# Sentence Segmentation

In [9]:
s1 = 'This is a sentence. This is second sentence. This is last sentence.'
s2 = 'This is a sentence; This is second sentence; This is last sentence.'

In [2]:
import spacy
nlp = spacy.load(name='en_core_web_sm')

In [3]:
doc1 = nlp(s1)

In [5]:
# Identify sentence in paragraph

for sent in doc1.sents:
    print(sent.text)

This is a sentence.
This is second sentence.
This is last sentence.


In [6]:
#Example 2
#got special character .

s3 = 'This is a sentence. This is second U.K. sentence. This is last sentence.'

In [7]:
doc3 = nlp(s3)

In [8]:
for sent in doc3.sents:
    print(sent.text)

This is a sentence.
This is second U.K. sentence.
This is last sentence.


In [10]:
#Example 3 - paragrah with ; to separate sentence
print(s2)
doc2 = nlp(s2)
for sent in doc2.sents:
    print(sent.text)

This is a sentence; This is second sentence; This is last sentence.
This is a sentence; This is second sentence; This is last sentence.

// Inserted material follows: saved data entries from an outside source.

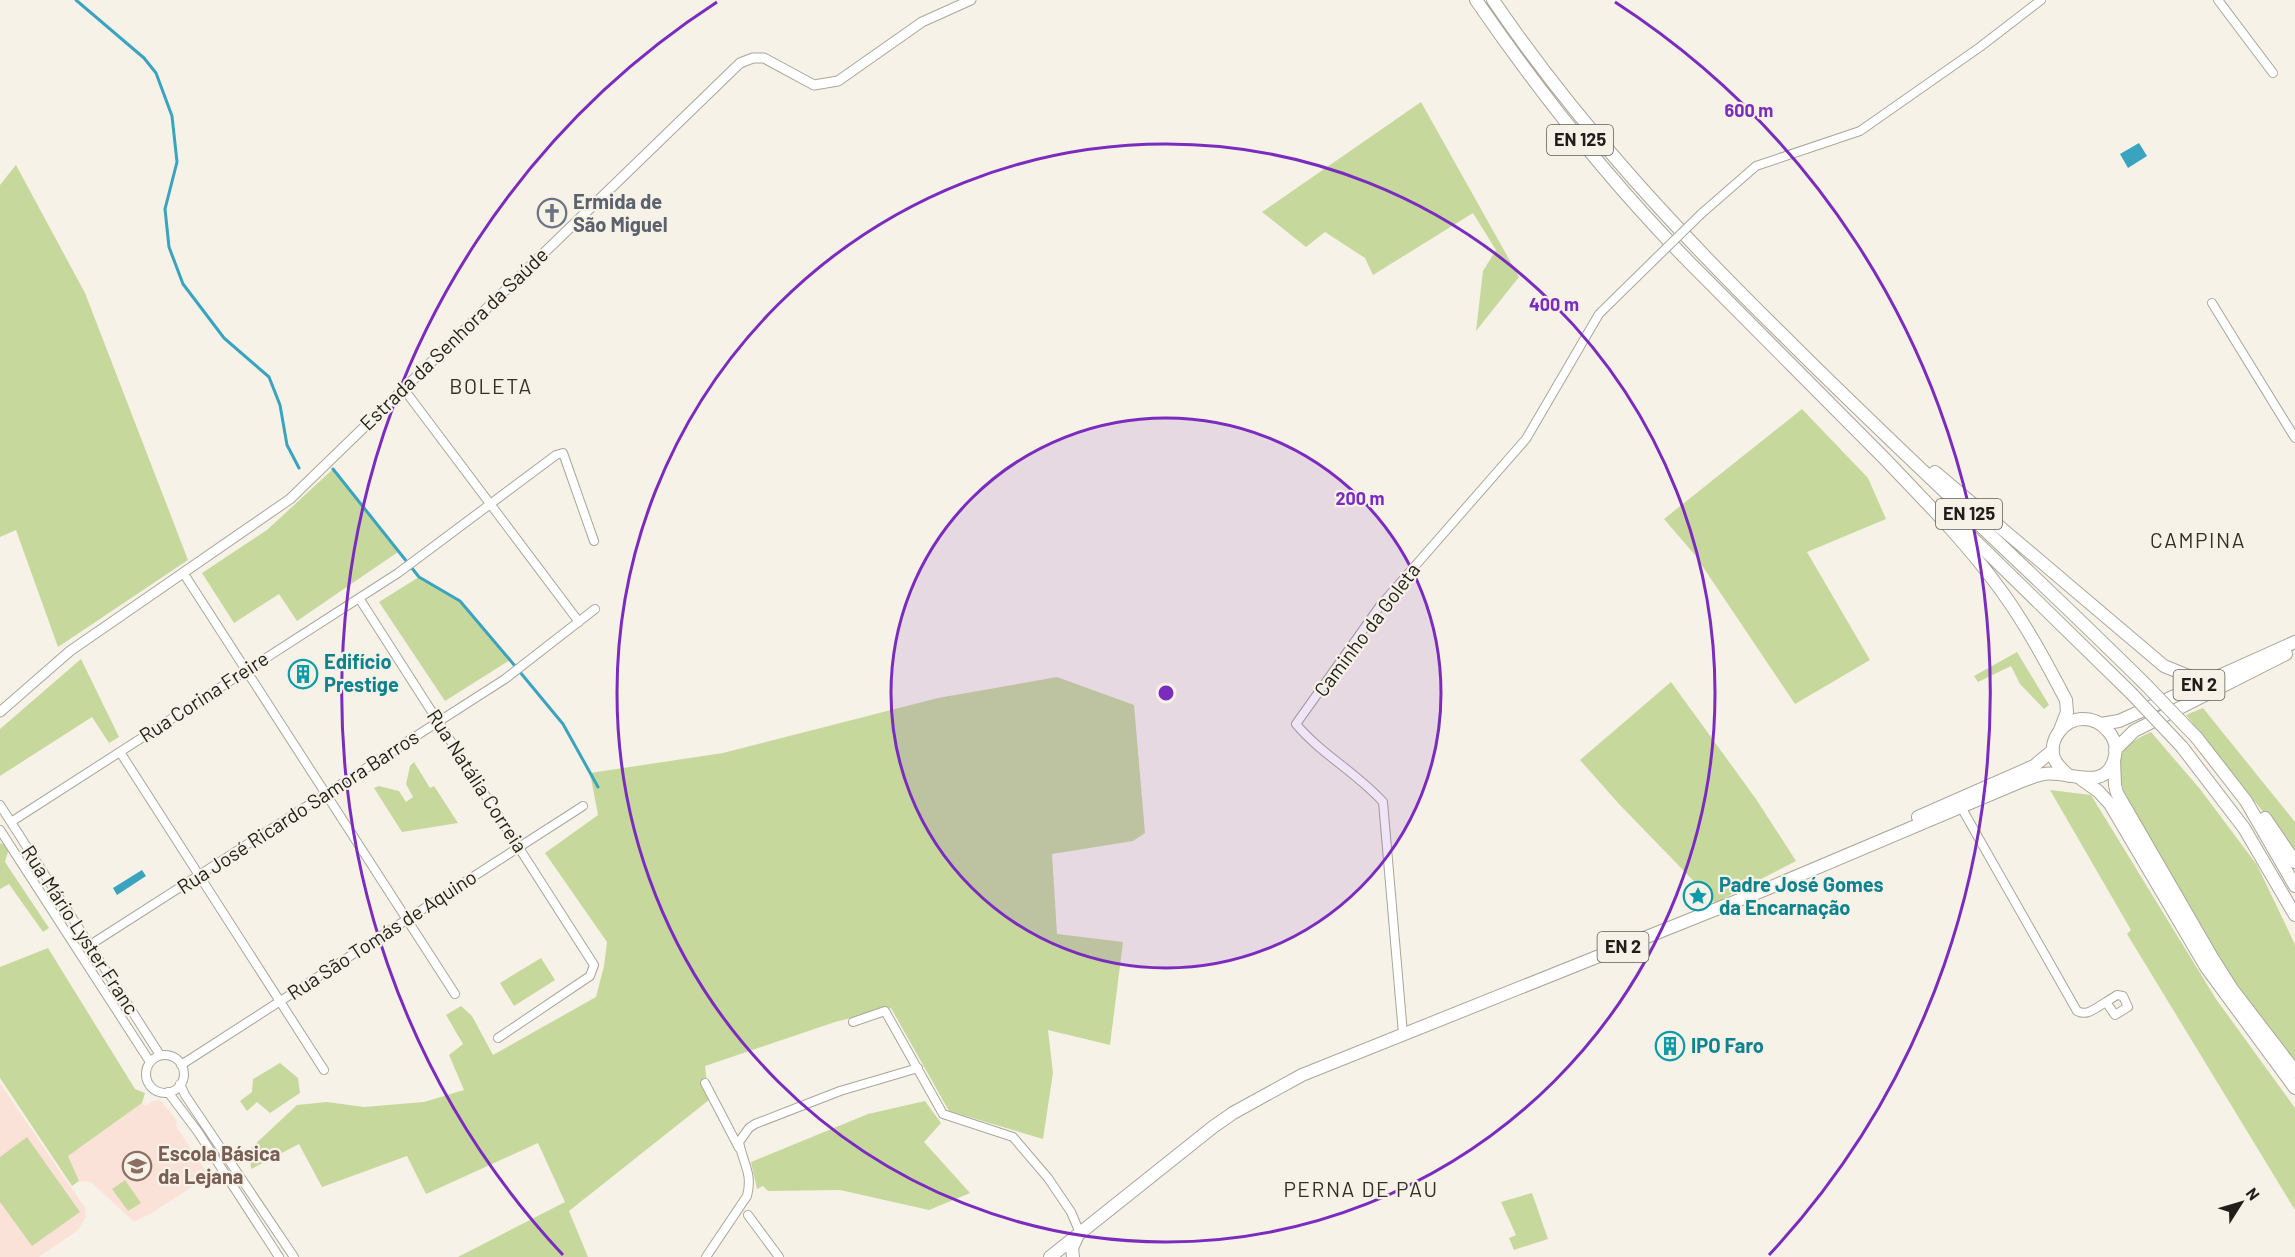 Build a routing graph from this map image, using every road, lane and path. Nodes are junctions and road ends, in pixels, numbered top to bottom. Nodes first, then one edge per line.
1 (971, 0) edge
2 (1476, 0) edge
3 (1493, 0) edge
4 (2041, 0) edge
5 (2218, 0) edge
6 (2273, 73) dead end
7 (2212, 303) dead end
8 (1791, 344) junction
9 (403, 388) junction
10 (1844, 417) junction
11 (2295, 438) edge
12 (491, 505) junction
13 (594, 541) dead end
14 (184, 574) junction
15 (358, 598) junction
16 (595, 609) dead end
17 (579, 622) junction
18 (2295, 642) edge
19 (2295, 650) edge
20 (246, 670) junction
21 (2211, 680) junction
22 (0, 712) edge
23 (439, 722) junction
24 (2101, 724) junction
25 (2054, 745) junction
26 (120, 752) junction
27 (2115, 754) junction
28 (2228, 776) junction
29 (2075, 777) junction
30 (326, 793) junction
31 (0, 805) edge
32 (583, 806) dead end
33 (1961, 807) junction
34 (11, 822) junction
35 (0, 830) edge
36 (519, 847) junction
37 (2295, 862) edge
38 (1820, 867) junction
39 (199, 875) junction
40 (2295, 886) edge
41 (2295, 915) edge
42 (407, 919) junction
43 (90, 945) junction
44 (455, 994) dead end
45 (280, 1000) junction
46 (2106, 1002) dead end
47 (853, 1022) dead end
48 (1403, 1034) junction
49 (498, 1038) dead end
50 (160, 1055) junction
51 (150, 1062) junction
52 (181, 1065) junction
53 (918, 1068) junction
54 (324, 1070) dead end
55 (2295, 1071) edge
56 (705, 1083) dead end
57 (180, 1084) junction
58 (2295, 1088) edge
59 (168, 1092) junction
60 (741, 1153) junction
61 (748, 1215) dead end
62 (1079, 1235) junction
63 (279, 1257) edge
64 (294, 1257) edge
65 (706, 1257) edge
66 (779, 1257) edge
67 (1051, 1257) edge
68 (1065, 1257) edge
69 (1073, 1257) edge

1 - 9 street, Estrada da Senhora da Saúde
2 - 10 main road, EN 125
3 - 8 main road, EN 125
4 - 48 street, Caminho da Goleta, bridge
5 - 6 street
7 - 11 street
8 - 21 main road
8 - 28 main road, EN 125, bridge
9 - 12 street
9 - 14 street, Estrada da Senhora da Saúde
10 - 25 main road
10 - 41 main road, EN 125, bridge
12 - 13 street, Rua Corina Freire
12 - 15 street, Rua Corina Freire
12 - 17 street
14 - 20 street
14 - 22 street, Estrada da Senhora da Saúde
15 - 20 street, Rua Corina Freire
15 - 23 street, Rua Natália Correia
16 - 17 street, Rua José Ricardo Samora Barros
17 - 23 street, Rua José Ricardo Samora Barros
18 - 21 main road, EN 2
19 - 27 main road, EN 2
20 - 26 street, Rua Corina Freire
20 - 30 street
21 - 24 main road, EN 2
23 - 30 street, Rua José Ricardo Samora Barros
23 - 36 street, Rua Natália Correia
24 - 25 main road, EN 2
24 - 27 main road
25 - 29 main road
25 - 38 main road, EN 2
26 - 34 street, Rua Corina Freire
26 - 39 street
27 - 29 main road, EN 2
27 - 55 main road
28 - 37 main road
28 - 40 main road
29 - 33 main road, EN 2
29 - 58 main road
30 - 39 street, Rua José Ricardo Samora Barros
30 - 42 street
31 - 34 street, Rua Mário Lyster Franc
32 - 36 street, Rua São Tomás de Aquino
33 - 38 main road, EN 2
33 - 46 street
34 - 43 street, Rua Mário Lyster Franc
35 - 51 street, Rua Mário Lyster Franc
36 - 42 street, Rua São Tomás de Aquino
36 - 49 street, Rua Natália Correia
38 - 48 main road, EN 2
39 - 43 street, Rua José Ricardo Samora Barros
39 - 45 street
42 - 44 street
42 - 45 street, Rua São Tomás de Aquino
43 - 50 street, Rua Mário Lyster Franc
45 - 52 street, Rua São Tomás de Aquino
45 - 54 street
47 - 53 street
48 - 62 main road, EN 2
50 - 51 street
50 - 52 street
51 - 59 street
52 - 57 street
53 - 60 street
53 - 62 street
56 - 60 street
57 - 59 street
57 - 64 street
59 - 63 street
60 - 65 street
61 - 66 street
62 - 67 main road, EN 2
62 - 69 main road
67 - 68 main road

## how to make it recognize semicolon to separate sentence
#### notice that in s2, first 2 sentences end with semicolon, last one end with full stop

### Function: set_custom_boundaries 
#### remove last token
#### whenever encounter ;, the token afterward is the starting point of new sent.


In [42]:
# register a custom pipeline component under a given name
# allows initializing the component by name using Language.add_pipe

from spacy.language import Language

@Language.component('set_custom_boundaries')
def set_custom_boundaries(doc):
    for token in doc[:-1]:
        if token.text == ';':
            print(token.i)
            doc[token.i+1].is_sent_start = True
    return doc

Language.component('set_custom_boundaries',func=set_custom_boundaries)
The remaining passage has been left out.